WORK INSTRUCTIONS
Retrieve every line of the data holding the word "roads".

MATERIALS PROVIDED

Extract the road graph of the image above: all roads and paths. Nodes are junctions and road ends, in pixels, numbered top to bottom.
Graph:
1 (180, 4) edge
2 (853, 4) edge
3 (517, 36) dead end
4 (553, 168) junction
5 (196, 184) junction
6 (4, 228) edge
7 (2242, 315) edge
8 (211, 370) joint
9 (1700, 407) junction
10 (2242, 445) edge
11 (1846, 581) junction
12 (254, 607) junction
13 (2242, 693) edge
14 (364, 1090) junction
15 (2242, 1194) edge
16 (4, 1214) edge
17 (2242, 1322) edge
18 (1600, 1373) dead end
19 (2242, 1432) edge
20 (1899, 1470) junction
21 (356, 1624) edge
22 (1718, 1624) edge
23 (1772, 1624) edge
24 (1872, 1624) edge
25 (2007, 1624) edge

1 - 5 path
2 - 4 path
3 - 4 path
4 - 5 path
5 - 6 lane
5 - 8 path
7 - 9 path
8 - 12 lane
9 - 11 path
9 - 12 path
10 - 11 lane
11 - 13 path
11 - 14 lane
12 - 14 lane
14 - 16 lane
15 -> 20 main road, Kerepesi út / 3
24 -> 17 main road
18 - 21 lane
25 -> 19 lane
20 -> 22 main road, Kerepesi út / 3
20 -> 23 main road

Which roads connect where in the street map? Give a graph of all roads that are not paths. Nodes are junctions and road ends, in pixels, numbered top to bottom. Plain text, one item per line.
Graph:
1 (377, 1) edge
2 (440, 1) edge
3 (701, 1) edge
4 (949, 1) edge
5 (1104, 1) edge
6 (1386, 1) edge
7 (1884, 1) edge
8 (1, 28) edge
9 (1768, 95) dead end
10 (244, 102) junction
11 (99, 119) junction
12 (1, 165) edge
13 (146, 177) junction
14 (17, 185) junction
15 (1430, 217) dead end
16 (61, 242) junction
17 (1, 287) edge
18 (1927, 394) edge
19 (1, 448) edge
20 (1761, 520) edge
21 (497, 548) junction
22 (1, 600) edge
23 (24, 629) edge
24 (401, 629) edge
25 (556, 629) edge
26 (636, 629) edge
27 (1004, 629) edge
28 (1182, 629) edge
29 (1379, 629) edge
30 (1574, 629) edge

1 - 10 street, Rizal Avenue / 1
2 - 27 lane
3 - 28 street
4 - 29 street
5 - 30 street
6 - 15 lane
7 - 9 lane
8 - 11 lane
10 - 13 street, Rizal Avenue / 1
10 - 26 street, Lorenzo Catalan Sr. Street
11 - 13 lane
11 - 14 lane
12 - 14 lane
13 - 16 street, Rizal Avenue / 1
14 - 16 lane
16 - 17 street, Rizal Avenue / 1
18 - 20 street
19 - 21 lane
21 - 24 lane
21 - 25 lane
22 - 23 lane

RESPONSE TO THIS TASK
Extract the road graph of the image above: all roads and paths. Nodes are junctions and road ends, in pixels, numbered top to bottom.
Which roads connect where in the street map? Give a graph of all roads that are not paths. Nodes are junctions and road ends, in pixels, numbered top to bottom. Plain text, one item per line.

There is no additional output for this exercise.